Four years later, German troops mercilessly drove the Herero and Nama people of what is now Namibia into the desert to die, while their comrades in what is now Tanzania fought a vicious war to suppress another colonial revolt. These events have recently returned to broader consciousness as the victims’ descendants demand reparations.
Without minimizing the violence, Kuss shows how it was rooted in specific situations and that there was no simple, inevitable line ‘from Windhoek to Auschwitz’.
1 author picked German Colonial Wars and the Context of Military Violence as one of their favorite books, and they share why you should read it.

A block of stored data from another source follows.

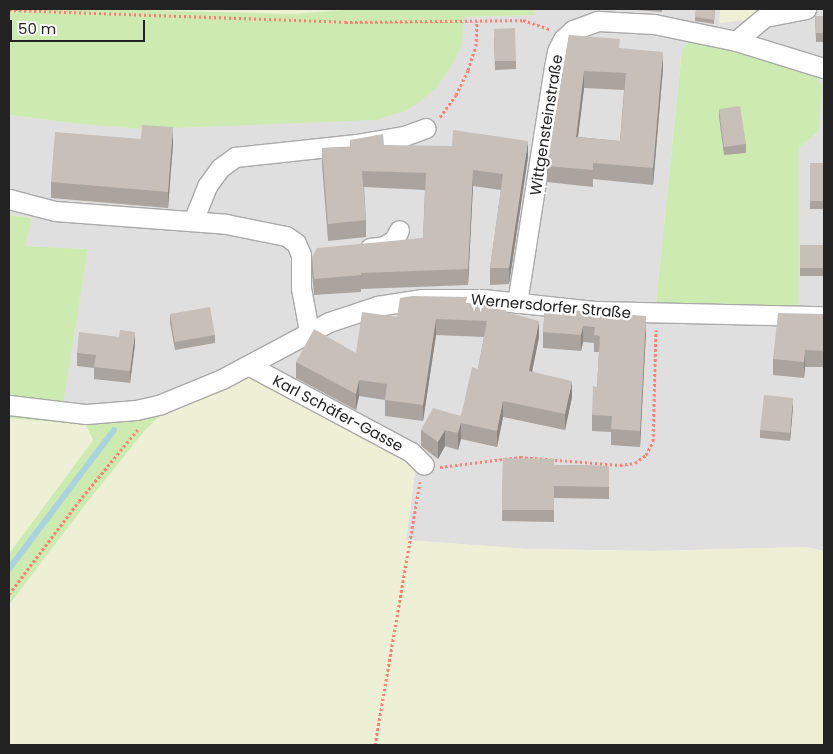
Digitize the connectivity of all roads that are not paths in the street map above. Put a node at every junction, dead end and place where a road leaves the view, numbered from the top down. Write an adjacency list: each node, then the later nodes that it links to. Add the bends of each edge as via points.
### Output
1 (806, 9): 2 (street, via 765,17)
2 (736, 41): 3 (street, Wittgensteinstraße); 9 (street, Wittgensteinstraße, via 654,24 598,21 579,27 563,39 554,66)
3 (824, 68)
4 (426, 128): 6 (street, via 404,136 356,144 235,157 220,168 207,186)
5 (9, 199): 6 (street, via 55,211)
6 (193, 221): 11 (street, via 286,236 310,254 301,288)
7 (399, 230): 8 (street, via 394,240 384,246)
8 (348, 250)
9 (517, 303): 10 (street, Wernersdorfer Straße, via 580,310); 11 (street, Wernersdorfer Straße, via 448,298 400,301 353,313)
10 (824, 316)
11 (309, 331): 12 (street, Wernersdorfer Straße)
12 (248, 365): 13 (street, Wernersdorfer Straße, via 161,404 112,413 86,414); 14 (street, Karl Schäfer-Gasse, via 410,452)
13 (9, 405)
14 (424, 465)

Germany fought three major colonial wars from 1900 to 1908: the Boxer War in China, the Herero and Nama War in Southwest Africa, and the Maji Maji War in East Africa. Recently, historians have emphasized the role of German military culture in shaping the horrific violence of these conflicts, tracing a line from German atrocities in the colonial sphere to those committed by the Nazis during World War II. Susanne Kuss dismantles such claims in a close examination of Germany's early twentieth-century colonial experience. Despite acts of unquestionable brutality committed by the Kaiser's soldiers, she finds no direct path from…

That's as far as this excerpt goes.